### Task requirements:
Quote the listing in full, exactly as given, minus any pictures.

Top of Information given

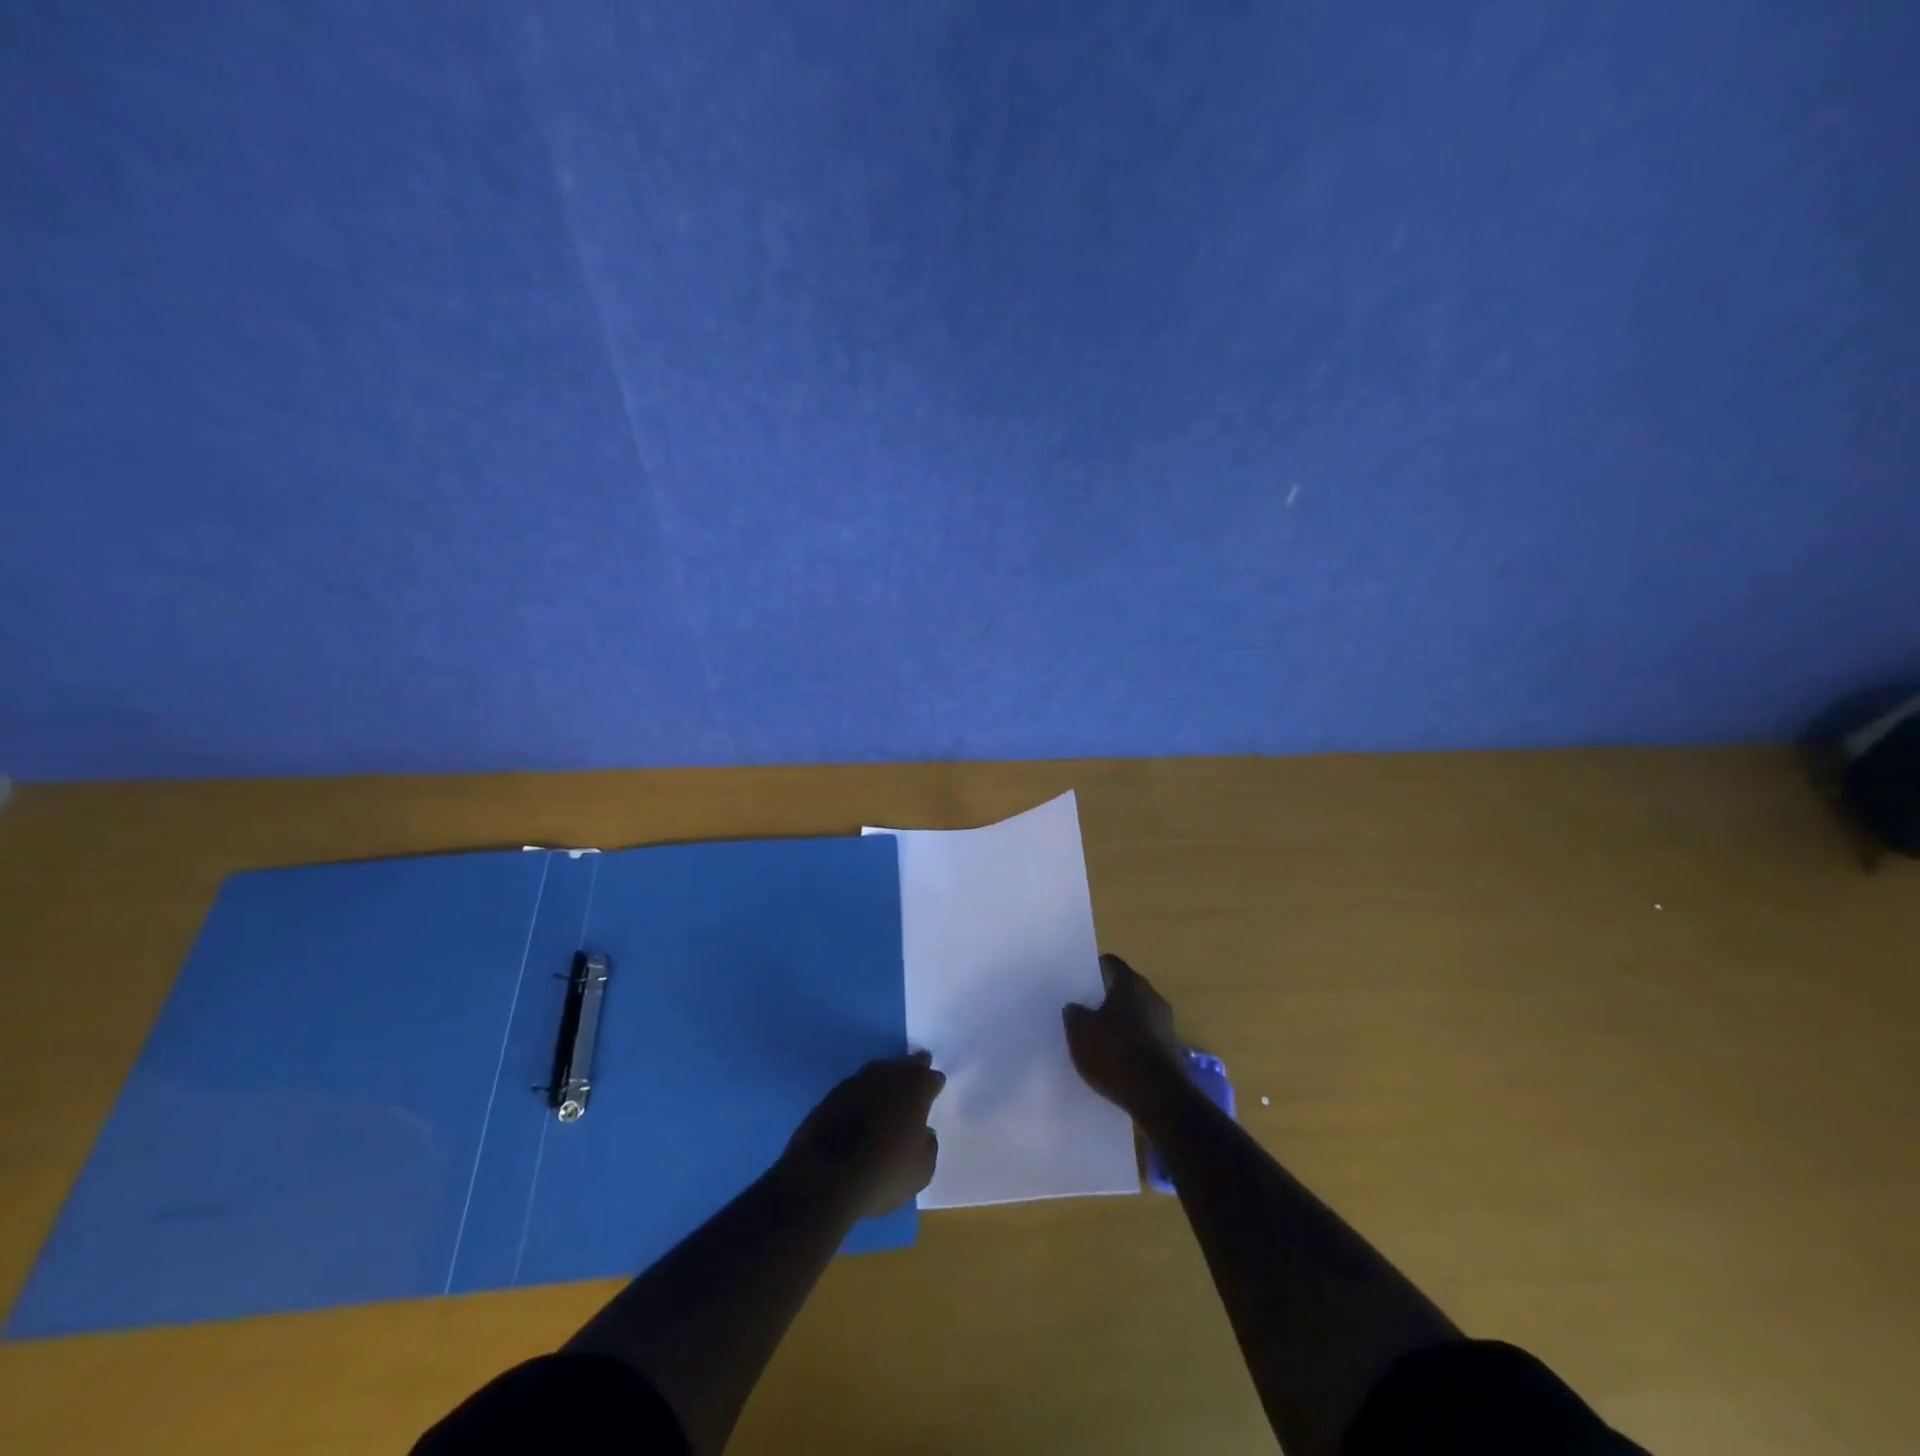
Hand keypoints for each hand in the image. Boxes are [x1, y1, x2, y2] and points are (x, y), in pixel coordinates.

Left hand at [782, 1052, 944, 1217]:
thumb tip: (924, 1132)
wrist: (825, 1178)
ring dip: (887, 1079)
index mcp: (916, 1088)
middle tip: (918, 1072)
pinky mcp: (832, 1094)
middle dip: (914, 1068)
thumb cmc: (884, 1173)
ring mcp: (857, 1081)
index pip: (932, 1078)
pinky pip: (857, 1088)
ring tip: (891, 1090)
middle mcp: (888, 1075)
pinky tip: (864, 1105)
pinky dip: (864, 1094)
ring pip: (880, 1072)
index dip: (935, 1084)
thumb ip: (929, 1145)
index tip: (936, 1090)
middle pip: (906, 1065)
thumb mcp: (922, 1171)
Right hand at [1063, 953, 1180, 1113]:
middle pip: (1123, 988)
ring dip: (1118, 1022)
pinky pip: (1143, 1037)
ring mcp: (1165, 1023)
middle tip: (1082, 1010)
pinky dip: (1129, 1043)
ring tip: (1096, 1037)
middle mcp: (1152, 996)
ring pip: (1134, 1013)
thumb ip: (1074, 1013)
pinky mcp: (1170, 1049)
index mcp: (1131, 983)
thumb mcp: (1079, 1031)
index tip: (1076, 984)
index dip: (1090, 971)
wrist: (1157, 1098)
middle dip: (1104, 998)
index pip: (1109, 963)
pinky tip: (1114, 1059)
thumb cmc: (1114, 1053)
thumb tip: (1075, 1007)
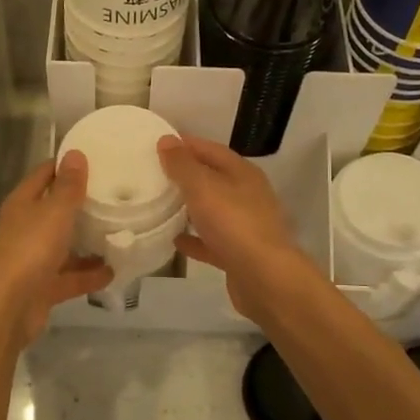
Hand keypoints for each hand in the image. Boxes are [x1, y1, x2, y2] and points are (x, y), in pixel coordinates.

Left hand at [0, 152, 112, 346]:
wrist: (6, 308)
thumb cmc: (29, 249)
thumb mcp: (54, 212)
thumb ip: (68, 185)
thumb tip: (75, 153)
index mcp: (22, 204)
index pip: (44, 175)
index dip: (66, 165)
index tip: (97, 159)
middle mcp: (25, 228)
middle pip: (55, 211)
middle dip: (82, 205)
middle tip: (116, 196)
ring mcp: (33, 260)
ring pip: (64, 246)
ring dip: (88, 242)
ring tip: (120, 233)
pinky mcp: (42, 288)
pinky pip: (70, 277)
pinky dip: (89, 275)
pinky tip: (114, 271)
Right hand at [158, 135, 312, 321]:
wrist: (265, 278)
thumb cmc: (234, 224)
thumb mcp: (203, 187)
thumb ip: (183, 165)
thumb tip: (166, 140)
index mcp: (242, 173)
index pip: (211, 150)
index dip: (186, 145)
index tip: (159, 144)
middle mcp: (247, 195)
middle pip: (213, 179)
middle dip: (186, 175)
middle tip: (154, 173)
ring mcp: (245, 226)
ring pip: (213, 210)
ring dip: (190, 207)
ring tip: (161, 204)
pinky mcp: (239, 254)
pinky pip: (211, 241)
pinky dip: (195, 239)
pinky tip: (175, 241)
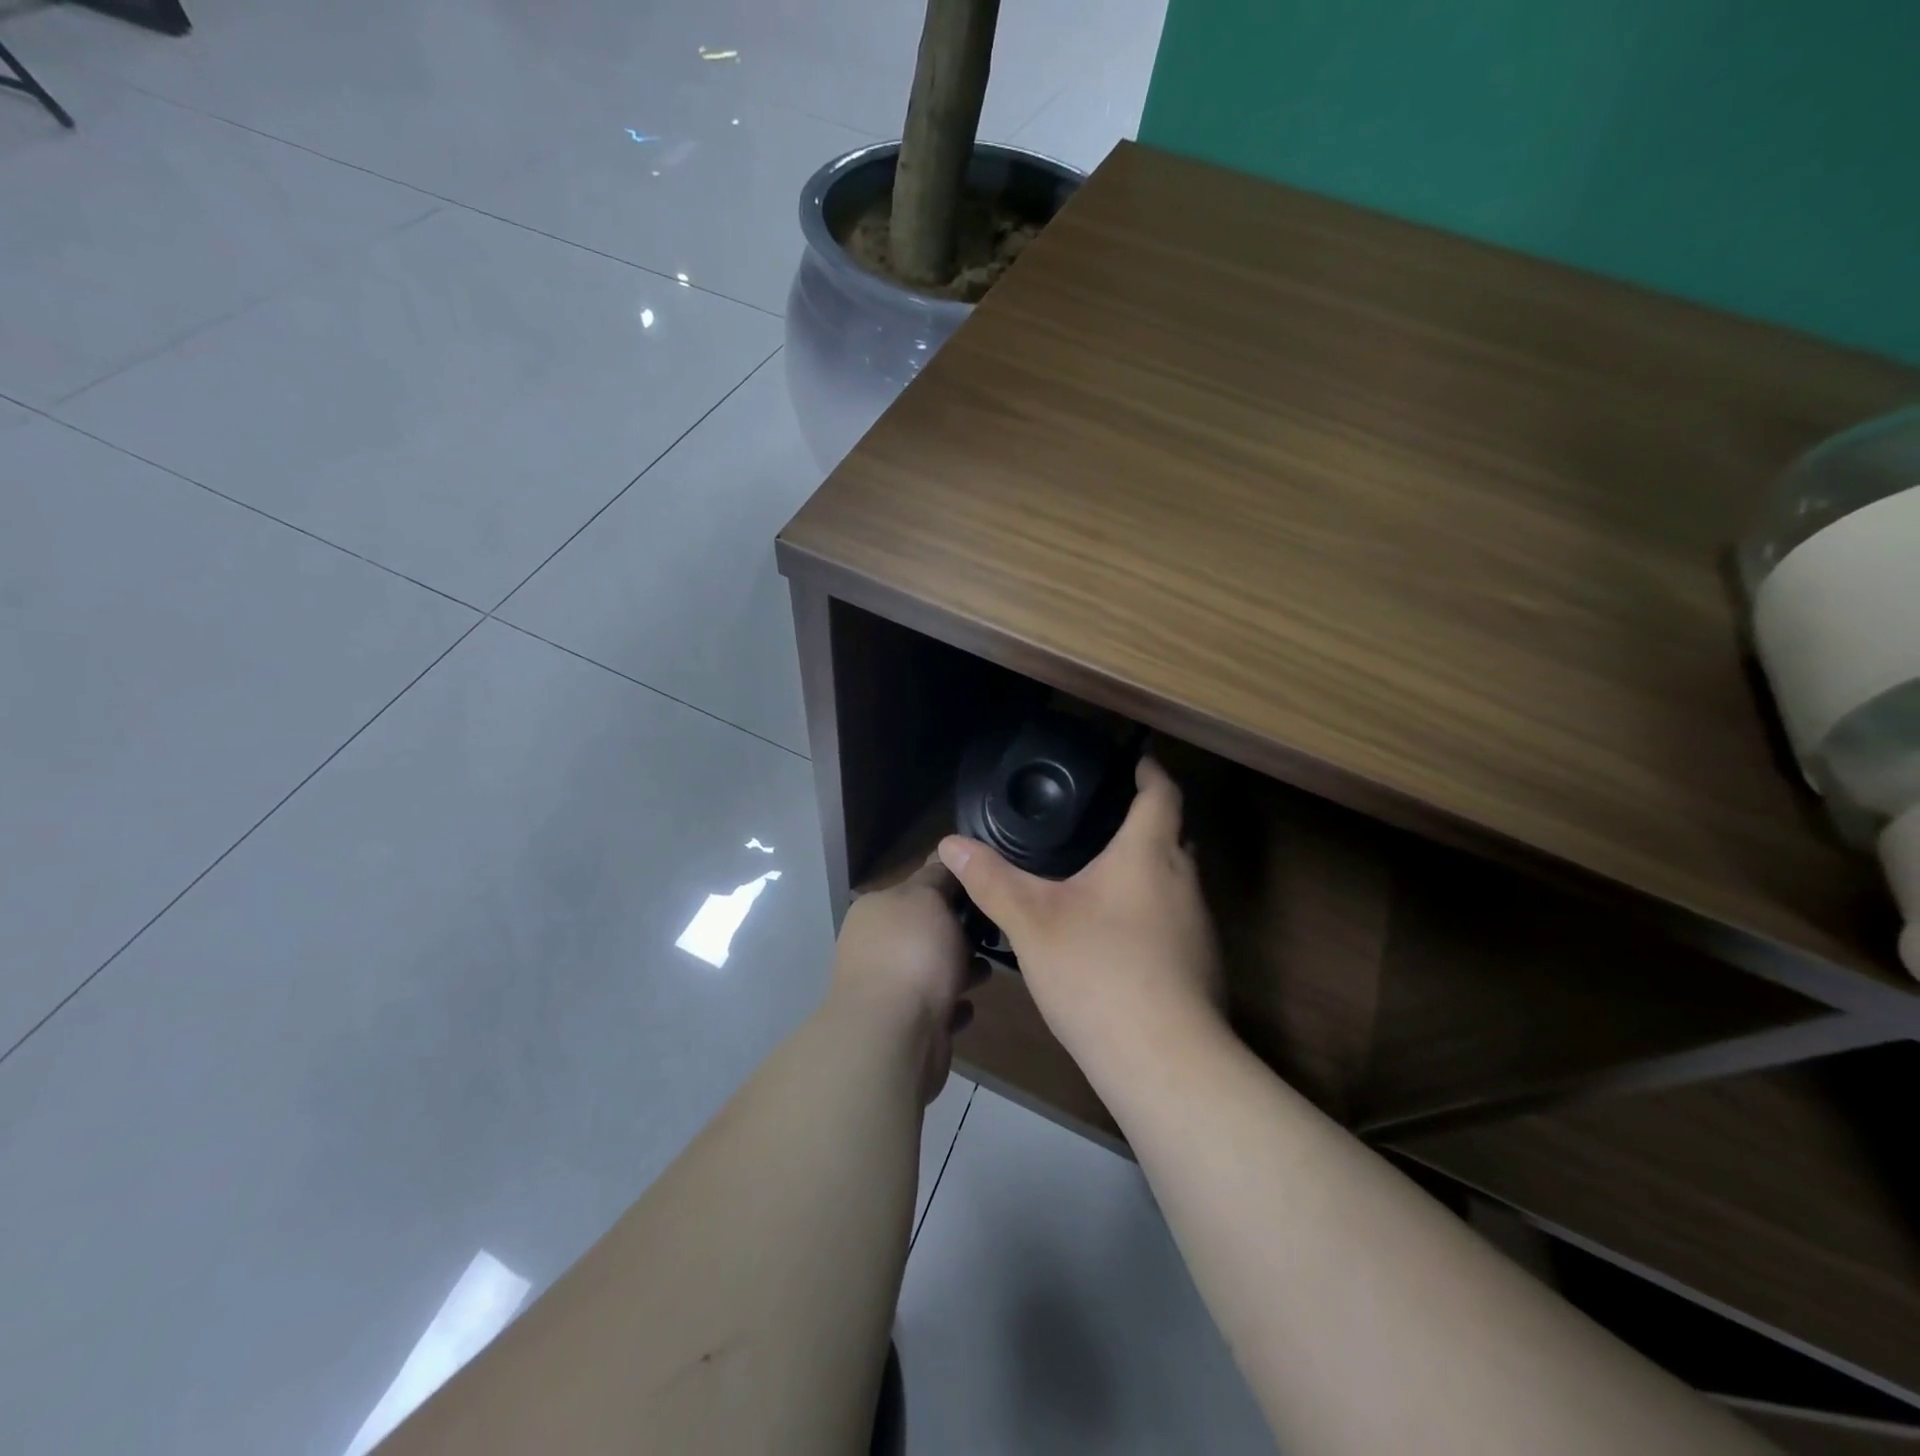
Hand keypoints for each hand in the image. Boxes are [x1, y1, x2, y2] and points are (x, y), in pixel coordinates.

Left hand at [831, 857, 982, 1103]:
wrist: (893, 1036)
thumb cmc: (912, 953)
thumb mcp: (928, 898)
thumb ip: (939, 876)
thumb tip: (946, 854)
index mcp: (876, 909)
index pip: (918, 887)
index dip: (953, 886)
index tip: (988, 889)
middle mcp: (874, 945)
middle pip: (927, 929)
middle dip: (961, 933)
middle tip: (996, 934)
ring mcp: (885, 987)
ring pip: (932, 969)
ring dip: (961, 970)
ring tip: (988, 973)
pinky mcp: (901, 1026)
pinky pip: (935, 1007)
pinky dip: (953, 1005)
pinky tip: (969, 1007)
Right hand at [937, 757, 1225, 1092]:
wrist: (1163, 1061)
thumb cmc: (1097, 971)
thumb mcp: (1031, 922)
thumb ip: (991, 879)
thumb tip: (950, 843)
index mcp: (1148, 855)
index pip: (1162, 794)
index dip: (1151, 771)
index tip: (1137, 760)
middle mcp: (1184, 882)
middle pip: (1174, 835)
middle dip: (1147, 822)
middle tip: (1105, 819)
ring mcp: (1199, 928)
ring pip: (1176, 881)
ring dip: (1149, 871)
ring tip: (1105, 875)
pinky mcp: (1202, 967)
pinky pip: (1176, 921)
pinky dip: (1152, 912)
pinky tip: (1118, 938)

Bottom of Information given

### Output below:
Hand keypoints for each hand in the image. Boxes are [x1, y1, x2, y2] and points are (x, y), in pixel coordinates.

Left hand at [782, 1052, 944, 1217]:
thumb tip: (924, 1132)
wrist: (825, 1178)
ring dip: (887, 1079)
index mcp: (916, 1088)
middle tip: (918, 1072)
pinky mcp: (832, 1094)
middle dip: (914, 1068)
thumb cmc: (884, 1173)
ring mcp: (857, 1081)
index pip: (932, 1078)
pinky pip: (857, 1088)
ring tip: (891, 1090)
middle mcp: (888, 1075)
pinky tip: (864, 1105)
pinky dip: (864, 1094)
ring pip: (880, 1072)
index dip: (935, 1084)
thumb ip: (929, 1145)
index tip: (936, 1090)
middle pip: (906, 1065)
thumb mcp: (922, 1171)
Right hand at [1063, 953, 1180, 1113]:
middle pip: (1123, 988)
ring dip: (1118, 1022)
pinky pip: (1143, 1037)
ring mcp: (1165, 1023)
middle tip: (1082, 1010)
pinky dip: (1129, 1043)
ring tip: (1096, 1037)
middle mcp: (1152, 996)
ring pip: (1134, 1013)
thumb ip: (1074, 1013)
pinky mcp: (1170, 1049)
index mcp: (1131, 983)
thumb mcp: (1079, 1031)
index tip: (1076, 984)
index dip: (1090, 971)
wrist: (1157, 1098)
middle dip: (1104, 998)
index pip: (1109, 963)
pinky tip: (1114, 1059)
thumb cmc: (1114, 1053)
thumb tip: (1075, 1007)
Hand keypoints for each hand in the image. Boxes are [x1, y1, x2, y2] and points are (x, y), in pixel coordinates.

Left hand at [0, 152, 112, 346]:
wrist: (6, 308)
thumb cmc: (29, 249)
thumb mcp: (54, 212)
thumb ip: (68, 185)
thumb tip: (75, 153)
index mcp: (22, 204)
index pip: (44, 175)
index dip: (66, 165)
index tip: (97, 159)
middle mcp: (25, 228)
middle pip: (55, 211)
middle dip: (82, 205)
middle tip: (116, 196)
ring mcp: (33, 260)
ring pip: (64, 246)
ring dip: (88, 242)
ring tip: (120, 233)
pinky mcp: (42, 288)
pinky pip: (70, 277)
pinky dip: (89, 275)
pinky tip: (114, 271)
Right hand at [158, 135, 312, 321]:
wrist: (265, 278)
thumb cmc: (234, 224)
thumb mcp: (203, 187)
thumb ip: (183, 165)
thumb tip: (166, 140)
index mcp: (242, 173)
index pip: (211, 150)
index dip: (186, 145)
index tip: (159, 144)
middle mcp: (247, 195)
middle pip: (213, 179)
middle dip: (186, 175)
middle tip: (154, 173)
ring mcp: (245, 226)
ring pip: (213, 210)
ring dip: (190, 207)
ring tip: (161, 204)
pinky mcp: (239, 254)
pinky pip: (211, 241)
pinky dip: (195, 239)
pinky tip: (175, 241)
Hand keypoints for each hand in the image. Boxes are [x1, y1, x2, y2] and points are (x, y), in pixel coordinates.

Left hand at [831, 857, 982, 1103]:
wrist: (893, 1036)
thumb cmc: (912, 953)
thumb mcp: (928, 898)
thumb ip: (939, 876)
thumb tip: (946, 854)
index mcp: (876, 909)
index pip: (918, 887)
index dip: (953, 886)
index tip: (988, 889)
middle mcp: (874, 945)
middle pip: (927, 929)
middle dip: (961, 933)
middle tip: (996, 934)
ring mcp: (885, 987)
ring pip: (932, 969)
ring dip: (961, 970)
ring tip: (988, 973)
pinky mcp: (901, 1026)
pinky pip: (935, 1007)
pinky dip: (953, 1005)
pinky tip: (969, 1007)
Right hand at [937, 757, 1225, 1092]:
wrist: (1163, 1061)
thumb cmc: (1097, 971)
thumb mcp: (1031, 922)
thumb ip: (991, 879)
thumb tip: (950, 843)
index mcp: (1148, 855)
index pip: (1162, 794)
index dip: (1151, 771)
index tip: (1137, 760)
middle mcp: (1184, 882)
middle pip: (1174, 835)
middle dip: (1147, 822)
middle tip: (1105, 819)
ring mcp: (1199, 928)
ring pip: (1176, 881)
ring dip: (1149, 871)
ring tip: (1105, 875)
pinky mcp: (1202, 967)
pinky pip: (1176, 921)
pinky dip: (1152, 912)
pinky tip: (1118, 938)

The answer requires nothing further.